This institutional entanglement, consisting in a comprehensive organization of knowledge, universally accessible cultural goods and social infrastructure, historically emerged with the rise of (information) science, social regulation characteristic of modernity and cultural industries. Established in its social aspect as the institutional exemption from the growing commodification and economic barriers in the social spheres of culture, education and knowledge, it is a result of struggles for institutionalized forms of equality that still reflect the best in solidarity and universality that modernity had to offer. Yet, this achievement is marked by contradictions that beset modernity at its core. Libraries and archives can be viewed as an organon through which modernity has reacted to the crises unleashed by the growing production and fixation of text, knowledge and information through a history of transformations that we will discuss below. They
have been an epistemic crucible for the totalizing formalizations that have propelled both the advances and pathologies of modernity.
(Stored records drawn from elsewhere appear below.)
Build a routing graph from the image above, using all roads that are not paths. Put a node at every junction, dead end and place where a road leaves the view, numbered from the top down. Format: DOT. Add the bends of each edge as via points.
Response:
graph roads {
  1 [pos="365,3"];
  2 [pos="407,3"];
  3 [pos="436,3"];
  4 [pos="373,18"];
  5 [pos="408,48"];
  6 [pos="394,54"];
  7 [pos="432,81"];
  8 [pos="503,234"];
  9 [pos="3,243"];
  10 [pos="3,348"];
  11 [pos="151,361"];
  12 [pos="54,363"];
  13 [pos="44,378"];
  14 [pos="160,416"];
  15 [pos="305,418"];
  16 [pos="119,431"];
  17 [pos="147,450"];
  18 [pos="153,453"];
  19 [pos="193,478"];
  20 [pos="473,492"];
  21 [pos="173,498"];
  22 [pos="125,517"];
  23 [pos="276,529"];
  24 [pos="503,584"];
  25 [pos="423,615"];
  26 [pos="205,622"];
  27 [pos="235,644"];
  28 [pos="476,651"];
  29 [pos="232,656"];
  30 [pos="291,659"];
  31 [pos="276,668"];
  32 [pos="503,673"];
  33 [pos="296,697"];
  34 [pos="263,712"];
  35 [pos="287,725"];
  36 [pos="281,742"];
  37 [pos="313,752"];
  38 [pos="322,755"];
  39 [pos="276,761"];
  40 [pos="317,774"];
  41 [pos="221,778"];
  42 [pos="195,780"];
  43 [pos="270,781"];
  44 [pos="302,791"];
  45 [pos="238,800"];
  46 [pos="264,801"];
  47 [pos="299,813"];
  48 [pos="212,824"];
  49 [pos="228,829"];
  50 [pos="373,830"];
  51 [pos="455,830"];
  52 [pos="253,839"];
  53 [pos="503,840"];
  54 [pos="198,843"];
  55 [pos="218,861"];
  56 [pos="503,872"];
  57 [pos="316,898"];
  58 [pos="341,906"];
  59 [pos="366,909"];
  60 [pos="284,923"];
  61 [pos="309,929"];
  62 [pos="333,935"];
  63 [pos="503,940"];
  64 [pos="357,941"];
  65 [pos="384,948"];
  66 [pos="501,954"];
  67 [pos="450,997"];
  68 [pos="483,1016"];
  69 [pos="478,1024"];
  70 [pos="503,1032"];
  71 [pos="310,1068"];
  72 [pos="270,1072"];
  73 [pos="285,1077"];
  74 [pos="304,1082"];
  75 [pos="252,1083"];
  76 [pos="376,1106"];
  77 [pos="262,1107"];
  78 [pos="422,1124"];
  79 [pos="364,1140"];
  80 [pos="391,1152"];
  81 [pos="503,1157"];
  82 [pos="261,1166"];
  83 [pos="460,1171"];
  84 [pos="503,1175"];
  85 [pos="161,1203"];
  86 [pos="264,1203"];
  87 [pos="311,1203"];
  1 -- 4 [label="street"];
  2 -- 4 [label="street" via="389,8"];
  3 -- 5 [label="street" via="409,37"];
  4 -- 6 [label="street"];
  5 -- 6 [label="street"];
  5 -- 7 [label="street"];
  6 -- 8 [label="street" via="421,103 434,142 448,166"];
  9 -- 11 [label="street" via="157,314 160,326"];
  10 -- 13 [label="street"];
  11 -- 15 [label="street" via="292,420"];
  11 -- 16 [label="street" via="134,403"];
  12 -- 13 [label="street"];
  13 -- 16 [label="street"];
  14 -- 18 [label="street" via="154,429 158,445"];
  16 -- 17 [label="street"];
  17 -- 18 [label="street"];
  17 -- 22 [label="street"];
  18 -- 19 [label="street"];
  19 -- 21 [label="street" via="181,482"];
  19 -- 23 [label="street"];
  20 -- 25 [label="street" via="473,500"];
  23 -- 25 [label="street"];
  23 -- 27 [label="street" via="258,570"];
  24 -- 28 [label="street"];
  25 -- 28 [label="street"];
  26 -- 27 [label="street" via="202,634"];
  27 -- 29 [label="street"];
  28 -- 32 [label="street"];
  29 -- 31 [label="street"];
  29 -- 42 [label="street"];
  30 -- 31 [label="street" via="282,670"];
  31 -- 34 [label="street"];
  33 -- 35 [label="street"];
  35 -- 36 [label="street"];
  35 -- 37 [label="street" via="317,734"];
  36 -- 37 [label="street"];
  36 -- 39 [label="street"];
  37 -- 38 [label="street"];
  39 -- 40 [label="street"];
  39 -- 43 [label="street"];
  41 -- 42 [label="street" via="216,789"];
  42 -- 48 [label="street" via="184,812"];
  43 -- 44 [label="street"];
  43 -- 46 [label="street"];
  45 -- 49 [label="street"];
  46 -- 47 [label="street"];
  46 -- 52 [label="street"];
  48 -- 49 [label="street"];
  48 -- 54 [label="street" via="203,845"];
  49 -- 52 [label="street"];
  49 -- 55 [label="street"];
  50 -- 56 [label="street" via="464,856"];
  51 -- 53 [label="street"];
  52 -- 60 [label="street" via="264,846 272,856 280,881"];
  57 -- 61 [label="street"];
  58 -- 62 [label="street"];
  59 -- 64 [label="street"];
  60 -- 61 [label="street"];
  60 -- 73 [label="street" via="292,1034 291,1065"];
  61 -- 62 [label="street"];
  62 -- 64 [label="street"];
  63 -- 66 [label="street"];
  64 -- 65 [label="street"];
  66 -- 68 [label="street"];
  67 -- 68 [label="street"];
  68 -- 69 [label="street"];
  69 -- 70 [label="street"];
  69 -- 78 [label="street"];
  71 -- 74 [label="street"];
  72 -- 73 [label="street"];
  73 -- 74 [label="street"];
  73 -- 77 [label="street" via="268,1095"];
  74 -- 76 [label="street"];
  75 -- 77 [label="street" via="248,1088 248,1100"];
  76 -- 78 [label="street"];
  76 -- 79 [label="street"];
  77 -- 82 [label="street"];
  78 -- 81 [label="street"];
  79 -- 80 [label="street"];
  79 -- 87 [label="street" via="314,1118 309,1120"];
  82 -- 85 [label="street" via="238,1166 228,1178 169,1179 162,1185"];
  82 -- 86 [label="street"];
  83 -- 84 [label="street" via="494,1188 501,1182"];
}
Positioned at a slight monastic distance and indolence toward the forms of pastoral, sovereign or economic domination that defined the surrounding world that sustained them, libraries could never close the rift or between the universalist aspirations of knowledge and their institutional compromise. Hence, they could never avoid being the battlefield where their own, and modernity's, ambivalent epistemic and social character was constantly re-examined and ripped asunder. It is
this ambivalent character that has been a potent motor for critical theory, artistic and political subversion from Marx's critique of political economy, psychoanalysis and historic avant-gardes, to revolutionary politics.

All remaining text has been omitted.